There are also those who spell the vulgarism "hunny." This may indicate an effort to identify it as part of a group of British slang words that were formerly used among members of the lower feudal class to address one another, still found as "hinny" and "hen." Americans consciously rejected these words (although they may have influenced the development of "honey" as a name slaves could safely call slavemasters' children). On the other hand, in the early twentieth century, American hatespeech definitely did include "Hun" as the term of hate for a person of German ethnic origin. Germans were not officially hated by English-speaking Americans before 1914 (though their "different looks and customs" were distrusted, notably by Benjamin Franklin) but "Hun" might perhaps have influenced "honey" among speakers of slave dialect. In any case, "hunny" is unmistakably part of racist hatespeech...except when Winnie-the-Pooh is using it, always as a cutesy-wutesy misspelled label on a jar, never to address a person (or stuffed animal).
My opinion is that, even if you love all those idiotic old songs where people call their bedmates "Honey," even if you have a bedmate whom you want to call "Honey" and by whom you want to be called "Honey," it's still a good idea not to use a word that packs this much history of hate in any public place, for any purpose whatsoever.
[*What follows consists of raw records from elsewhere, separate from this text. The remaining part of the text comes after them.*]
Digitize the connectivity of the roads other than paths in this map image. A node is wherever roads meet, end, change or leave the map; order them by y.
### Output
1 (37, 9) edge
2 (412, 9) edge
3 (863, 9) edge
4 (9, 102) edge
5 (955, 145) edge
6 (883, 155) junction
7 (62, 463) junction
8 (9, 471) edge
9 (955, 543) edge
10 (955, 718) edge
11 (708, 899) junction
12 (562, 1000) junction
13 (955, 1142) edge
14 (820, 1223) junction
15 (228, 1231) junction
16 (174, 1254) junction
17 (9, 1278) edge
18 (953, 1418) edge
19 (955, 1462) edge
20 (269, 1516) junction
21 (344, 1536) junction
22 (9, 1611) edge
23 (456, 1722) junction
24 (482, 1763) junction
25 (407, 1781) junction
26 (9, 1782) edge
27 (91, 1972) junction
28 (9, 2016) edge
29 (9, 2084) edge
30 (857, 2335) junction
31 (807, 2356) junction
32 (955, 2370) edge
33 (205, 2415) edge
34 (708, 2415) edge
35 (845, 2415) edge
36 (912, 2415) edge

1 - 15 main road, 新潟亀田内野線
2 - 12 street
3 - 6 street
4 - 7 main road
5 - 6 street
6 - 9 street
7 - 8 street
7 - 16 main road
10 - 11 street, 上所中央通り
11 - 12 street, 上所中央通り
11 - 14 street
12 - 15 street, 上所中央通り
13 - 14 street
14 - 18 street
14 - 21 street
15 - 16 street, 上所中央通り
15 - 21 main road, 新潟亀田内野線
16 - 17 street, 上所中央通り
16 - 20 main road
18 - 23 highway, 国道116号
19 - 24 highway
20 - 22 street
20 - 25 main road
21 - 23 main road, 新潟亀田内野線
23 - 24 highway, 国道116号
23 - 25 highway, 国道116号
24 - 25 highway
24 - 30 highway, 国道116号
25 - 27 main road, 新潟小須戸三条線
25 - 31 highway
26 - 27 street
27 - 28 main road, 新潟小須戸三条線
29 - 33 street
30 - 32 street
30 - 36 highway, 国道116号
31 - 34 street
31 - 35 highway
If you are capable of hearing "Honey" as a term of endearment, save it for the bedroom, please.
As a term of address for "anybody and everybody"...first of all, English doesn't need a word people can use to "call anybody and everybody," because if you're addressing anybody and everybody you don't need to "call" any individual anything. Just shout. If you want to emphasize the general nature of your shouts, you could say, "Hey! Everybody!"
But I think David Ferguson provides a good example of what people actually communicate, and intend to communicate even if they lie about it, when they call any random person "honey." The primary meaning is, "I'm angry, either about a particular thing I intend to explain" [as below] "or because I'm an angry, hostile, bitter person who hates myself, mostly, as it might be for being an adult stuck in a teenybopper's job, and deals with this self-hate by projecting it outward onto all the people I see all day." The secondary meaning is, "Because I'm such a hostile person, I want to make it loud and clear--I feel no respect for you! I want to show disrespect for you! I may be a loser who's still doing a student-labor-type job at age 50 and who's been denied visitation rights to my children, but because the boss is impatient to go home today I can get away with insulting the boss's customers! (Maybe.)"
http://www.theguardian.com/commentisfree/2016/may/25/too-gay-tv-mitchell-mccoy-arkansas?CMP=twt_gu
Some observe that "You can catch more flies with honey than with vinegar." More perceptive observers, noting that most people don't want to attract flies, observe that you can catch fewer flies by keeping your mouth shut. To anyone who feels that that hateful "Honey" is likely to drip out of his or her mouth in a place of business, my advice would be: keep your mouth shut. If you really are on "friendly" terms with a customer who misses your conversation, vent your frustration to him or her privately, at home.